What you have to do: All the data must be output exactly as given.

Available records:
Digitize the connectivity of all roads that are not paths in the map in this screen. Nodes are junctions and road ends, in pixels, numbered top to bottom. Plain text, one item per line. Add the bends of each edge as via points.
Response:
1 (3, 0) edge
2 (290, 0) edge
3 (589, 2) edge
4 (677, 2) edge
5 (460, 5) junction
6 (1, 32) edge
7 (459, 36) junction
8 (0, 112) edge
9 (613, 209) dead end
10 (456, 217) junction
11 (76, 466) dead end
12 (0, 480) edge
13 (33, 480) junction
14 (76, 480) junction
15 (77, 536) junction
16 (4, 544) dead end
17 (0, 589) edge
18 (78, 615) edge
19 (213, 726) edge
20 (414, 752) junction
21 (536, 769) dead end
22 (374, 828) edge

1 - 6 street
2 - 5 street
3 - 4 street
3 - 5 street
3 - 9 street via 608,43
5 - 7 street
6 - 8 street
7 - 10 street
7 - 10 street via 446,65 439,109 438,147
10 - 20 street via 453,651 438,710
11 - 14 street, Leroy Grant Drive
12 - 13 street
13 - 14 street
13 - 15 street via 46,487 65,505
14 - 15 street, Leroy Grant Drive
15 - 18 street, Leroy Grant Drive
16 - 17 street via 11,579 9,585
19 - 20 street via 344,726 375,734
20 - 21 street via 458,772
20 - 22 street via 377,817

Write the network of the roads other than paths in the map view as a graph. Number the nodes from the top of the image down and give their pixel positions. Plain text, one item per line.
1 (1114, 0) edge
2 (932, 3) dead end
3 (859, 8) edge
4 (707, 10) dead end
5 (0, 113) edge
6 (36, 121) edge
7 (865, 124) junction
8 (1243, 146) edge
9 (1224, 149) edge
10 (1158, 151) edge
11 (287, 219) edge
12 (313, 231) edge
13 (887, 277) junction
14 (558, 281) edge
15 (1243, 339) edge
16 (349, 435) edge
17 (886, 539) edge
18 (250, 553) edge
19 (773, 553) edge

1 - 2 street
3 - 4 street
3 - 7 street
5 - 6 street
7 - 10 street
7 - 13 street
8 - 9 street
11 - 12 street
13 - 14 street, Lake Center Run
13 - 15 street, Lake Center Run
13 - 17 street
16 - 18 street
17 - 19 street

Task output:
Digitize the connectivity of all roads that are not paths in the map in this screen. Nodes are junctions and road ends, in pixels, numbered top to bottom. Plain text, one item per line. Add the bends of each edge as via points.
Response:
1 (3, 0) edge
2 (290, 0) edge
3 (589, 2) edge
4 (677, 2) edge
5 (460, 5) junction
6 (1, 32) edge
7 (459, 36) junction
8 (0, 112) edge
9 (613, 209) dead end
10 (456, 217) junction
11 (76, 466) dead end
12 (0, 480) edge
13 (33, 480) junction
14 (76, 480) junction
15 (77, 536) junction
16 (4, 544) dead end
17 (0, 589) edge
18 (78, 615) edge
19 (213, 726) edge
20 (414, 752) junction
21 (536, 769) dead end
22 (374, 828) edge

1 - 6 street
2 - 5 street
3 - 4 street
3 - 5 street
3 - 9 street via 608,43
5 - 7 street
6 - 8 street
7 - 10 street
7 - 10 street via 446,65 439,109 438,147
10 - 20 street via 453,651 438,710
11 - 14 street, Leroy Grant Drive
12 - 13 street
13 - 14 street
13 - 15 street via 46,487 65,505
14 - 15 street, Leroy Grant Drive
15 - 18 street, Leroy Grant Drive
16 - 17 street via 11,579 9,585
19 - 20 street via 344,726 375,734
20 - 21 street via 458,772
20 - 22 street via 377,817

Write the network of the roads other than paths in the map view as a graph. Number the nodes from the top of the image down and give their pixel positions. Plain text, one item per line.
1 (1114, 0) edge
2 (932, 3) dead end
3 (859, 8) edge
4 (707, 10) dead end
5 (0, 113) edge
6 (36, 121) edge
7 (865, 124) junction
8 (1243, 146) edge
9 (1224, 149) edge
10 (1158, 151) edge
11 (287, 219) edge
12 (313, 231) edge
13 (887, 277) junction
14 (558, 281) edge
15 (1243, 339) edge
16 (349, 435) edge
17 (886, 539) edge
18 (250, 553) edge
19 (773, 553) edge

1 - 2 street
3 - 4 street
3 - 7 street
5 - 6 street
7 - 10 street
7 - 13 street
8 - 9 street
11 - 12 street
13 - 14 street, Lake Center Run
13 - 15 street, Lake Center Run
13 - 17 street
16 - 18 street
17 - 19 street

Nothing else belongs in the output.